§ **AIM OF THE EXERCISE**
I need the lines below from the one with "index mcp: (223, 186)" down to the one with "middle mcp: (211, 198)" reproduced exactly, both ends included, and nothing else.

[Human pose keypoint data]
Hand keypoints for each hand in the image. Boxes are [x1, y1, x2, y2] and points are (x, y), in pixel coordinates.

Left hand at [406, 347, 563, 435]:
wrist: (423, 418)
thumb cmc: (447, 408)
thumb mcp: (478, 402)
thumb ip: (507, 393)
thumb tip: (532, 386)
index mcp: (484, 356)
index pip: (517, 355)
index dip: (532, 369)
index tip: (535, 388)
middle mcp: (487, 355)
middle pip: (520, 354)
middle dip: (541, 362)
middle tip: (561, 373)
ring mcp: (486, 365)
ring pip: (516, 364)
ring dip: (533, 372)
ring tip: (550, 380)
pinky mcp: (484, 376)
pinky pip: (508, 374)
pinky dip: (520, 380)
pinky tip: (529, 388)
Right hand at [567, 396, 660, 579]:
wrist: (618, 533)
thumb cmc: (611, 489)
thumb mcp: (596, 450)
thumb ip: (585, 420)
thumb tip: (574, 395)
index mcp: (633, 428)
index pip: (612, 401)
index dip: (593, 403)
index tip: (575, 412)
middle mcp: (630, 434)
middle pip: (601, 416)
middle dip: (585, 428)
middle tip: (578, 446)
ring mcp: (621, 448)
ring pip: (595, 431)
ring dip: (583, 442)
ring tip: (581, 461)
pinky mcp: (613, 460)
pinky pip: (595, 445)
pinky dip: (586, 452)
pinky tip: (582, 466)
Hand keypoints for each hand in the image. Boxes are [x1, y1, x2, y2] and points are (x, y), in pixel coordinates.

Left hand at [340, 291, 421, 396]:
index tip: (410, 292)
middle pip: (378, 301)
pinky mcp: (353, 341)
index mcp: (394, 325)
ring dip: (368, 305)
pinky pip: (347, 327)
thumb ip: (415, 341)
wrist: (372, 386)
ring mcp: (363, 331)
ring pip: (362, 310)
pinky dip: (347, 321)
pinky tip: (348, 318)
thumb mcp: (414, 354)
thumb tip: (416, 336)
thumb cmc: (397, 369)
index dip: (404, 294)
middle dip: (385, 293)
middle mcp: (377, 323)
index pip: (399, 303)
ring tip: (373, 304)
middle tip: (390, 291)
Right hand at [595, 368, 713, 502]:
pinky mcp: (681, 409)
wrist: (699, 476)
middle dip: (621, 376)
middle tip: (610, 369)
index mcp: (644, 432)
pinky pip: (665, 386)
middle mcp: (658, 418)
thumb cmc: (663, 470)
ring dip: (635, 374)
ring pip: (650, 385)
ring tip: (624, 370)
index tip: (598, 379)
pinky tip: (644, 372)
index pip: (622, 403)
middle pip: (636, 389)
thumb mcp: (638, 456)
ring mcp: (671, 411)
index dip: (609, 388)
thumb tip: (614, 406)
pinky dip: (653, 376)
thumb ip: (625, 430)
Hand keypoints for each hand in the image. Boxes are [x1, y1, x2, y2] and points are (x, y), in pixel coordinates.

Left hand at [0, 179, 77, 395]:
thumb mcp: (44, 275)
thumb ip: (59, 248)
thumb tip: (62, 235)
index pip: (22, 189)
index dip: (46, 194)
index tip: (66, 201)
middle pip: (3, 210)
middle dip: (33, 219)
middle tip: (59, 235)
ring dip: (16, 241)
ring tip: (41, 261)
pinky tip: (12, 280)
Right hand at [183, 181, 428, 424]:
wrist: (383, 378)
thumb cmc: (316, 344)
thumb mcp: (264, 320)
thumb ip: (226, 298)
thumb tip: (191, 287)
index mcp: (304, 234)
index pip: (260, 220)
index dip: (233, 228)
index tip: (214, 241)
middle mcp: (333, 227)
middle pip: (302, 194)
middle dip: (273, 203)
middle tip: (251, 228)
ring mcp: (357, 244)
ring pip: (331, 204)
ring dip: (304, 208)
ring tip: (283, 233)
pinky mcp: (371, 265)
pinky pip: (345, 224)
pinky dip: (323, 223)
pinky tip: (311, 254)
==
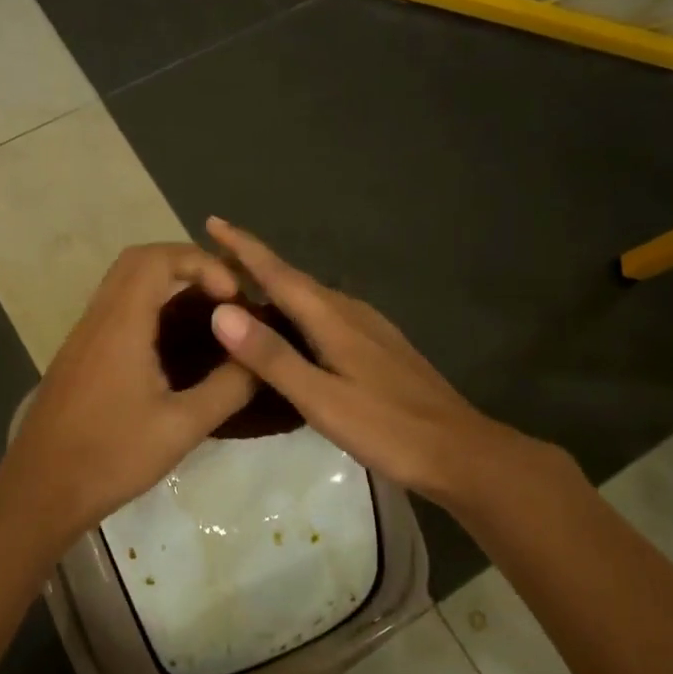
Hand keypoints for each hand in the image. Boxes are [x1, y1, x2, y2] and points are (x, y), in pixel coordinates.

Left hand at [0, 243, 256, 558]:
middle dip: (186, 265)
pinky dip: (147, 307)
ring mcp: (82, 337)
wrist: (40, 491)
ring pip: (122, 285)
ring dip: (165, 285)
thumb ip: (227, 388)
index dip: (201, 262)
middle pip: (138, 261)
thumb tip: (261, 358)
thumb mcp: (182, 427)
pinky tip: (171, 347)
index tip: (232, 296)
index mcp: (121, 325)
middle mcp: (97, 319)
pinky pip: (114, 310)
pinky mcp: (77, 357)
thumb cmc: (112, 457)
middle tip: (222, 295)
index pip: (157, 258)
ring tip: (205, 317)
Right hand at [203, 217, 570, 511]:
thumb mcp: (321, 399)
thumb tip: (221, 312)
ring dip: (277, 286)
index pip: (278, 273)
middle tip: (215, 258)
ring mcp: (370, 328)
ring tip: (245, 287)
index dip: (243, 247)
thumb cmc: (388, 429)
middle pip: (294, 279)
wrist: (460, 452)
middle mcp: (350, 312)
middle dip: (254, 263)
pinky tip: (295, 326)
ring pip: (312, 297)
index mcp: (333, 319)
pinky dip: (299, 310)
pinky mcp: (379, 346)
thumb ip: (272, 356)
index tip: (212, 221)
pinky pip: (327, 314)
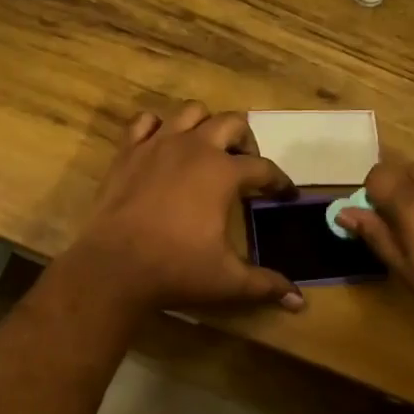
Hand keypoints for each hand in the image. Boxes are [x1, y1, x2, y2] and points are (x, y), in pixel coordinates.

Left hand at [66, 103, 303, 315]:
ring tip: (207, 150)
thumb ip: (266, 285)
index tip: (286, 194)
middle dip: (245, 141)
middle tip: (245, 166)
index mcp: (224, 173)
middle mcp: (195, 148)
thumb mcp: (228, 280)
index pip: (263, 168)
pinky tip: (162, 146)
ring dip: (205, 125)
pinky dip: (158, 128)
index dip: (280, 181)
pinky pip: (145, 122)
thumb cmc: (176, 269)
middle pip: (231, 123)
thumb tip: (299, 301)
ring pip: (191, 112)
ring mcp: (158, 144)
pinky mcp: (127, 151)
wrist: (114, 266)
* * *
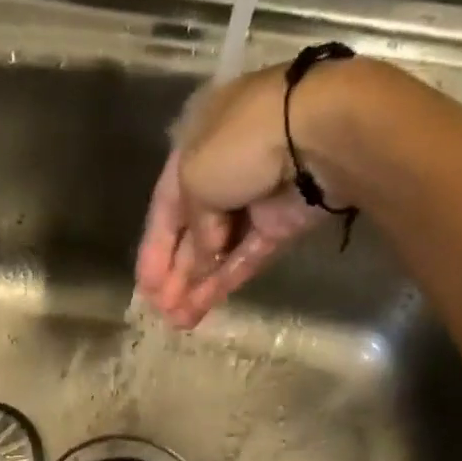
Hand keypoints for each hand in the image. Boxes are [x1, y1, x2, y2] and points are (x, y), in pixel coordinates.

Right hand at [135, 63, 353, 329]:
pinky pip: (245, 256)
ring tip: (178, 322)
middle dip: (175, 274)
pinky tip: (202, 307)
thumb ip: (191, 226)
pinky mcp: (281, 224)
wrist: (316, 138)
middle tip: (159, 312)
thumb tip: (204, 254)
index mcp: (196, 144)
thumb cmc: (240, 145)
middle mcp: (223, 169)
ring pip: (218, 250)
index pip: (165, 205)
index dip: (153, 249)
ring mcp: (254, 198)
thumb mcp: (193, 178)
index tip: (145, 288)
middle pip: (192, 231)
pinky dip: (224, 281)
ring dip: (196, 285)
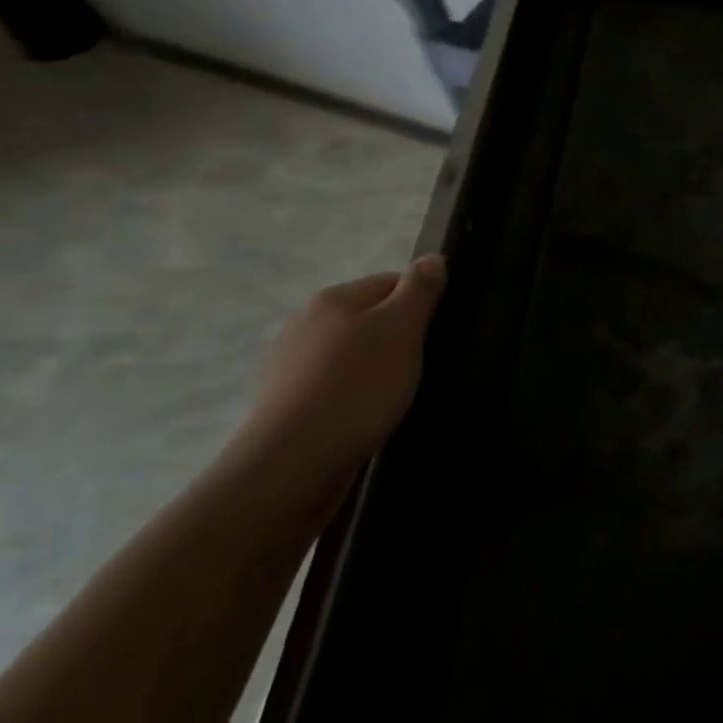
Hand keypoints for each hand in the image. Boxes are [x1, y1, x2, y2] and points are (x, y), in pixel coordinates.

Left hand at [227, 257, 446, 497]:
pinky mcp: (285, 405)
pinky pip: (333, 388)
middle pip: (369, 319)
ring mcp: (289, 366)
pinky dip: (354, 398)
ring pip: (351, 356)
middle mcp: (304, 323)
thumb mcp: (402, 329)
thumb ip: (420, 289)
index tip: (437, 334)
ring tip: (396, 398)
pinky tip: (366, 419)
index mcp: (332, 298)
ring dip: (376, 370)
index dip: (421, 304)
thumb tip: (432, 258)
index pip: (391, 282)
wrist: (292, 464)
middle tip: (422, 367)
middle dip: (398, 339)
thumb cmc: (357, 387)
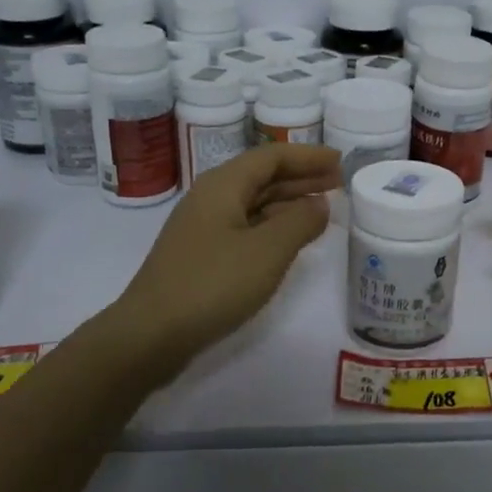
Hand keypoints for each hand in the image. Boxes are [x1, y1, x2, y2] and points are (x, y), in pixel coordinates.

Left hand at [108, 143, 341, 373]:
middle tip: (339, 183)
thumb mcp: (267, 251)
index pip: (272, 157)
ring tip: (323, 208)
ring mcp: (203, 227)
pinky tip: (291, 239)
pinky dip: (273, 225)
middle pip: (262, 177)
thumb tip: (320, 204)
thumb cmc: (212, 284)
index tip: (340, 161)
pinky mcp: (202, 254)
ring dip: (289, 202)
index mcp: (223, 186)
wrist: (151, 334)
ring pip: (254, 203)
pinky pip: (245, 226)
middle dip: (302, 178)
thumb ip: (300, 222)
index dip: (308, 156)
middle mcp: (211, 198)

§ **FINISHED TASK**
index mcp: (223, 186)
wrist: (151, 334)
ring pip: (254, 203)
pinky pip: (245, 226)
middle dip: (302, 178)
thumb ip: (300, 222)
index dip: (308, 156)
middle mcp: (211, 198)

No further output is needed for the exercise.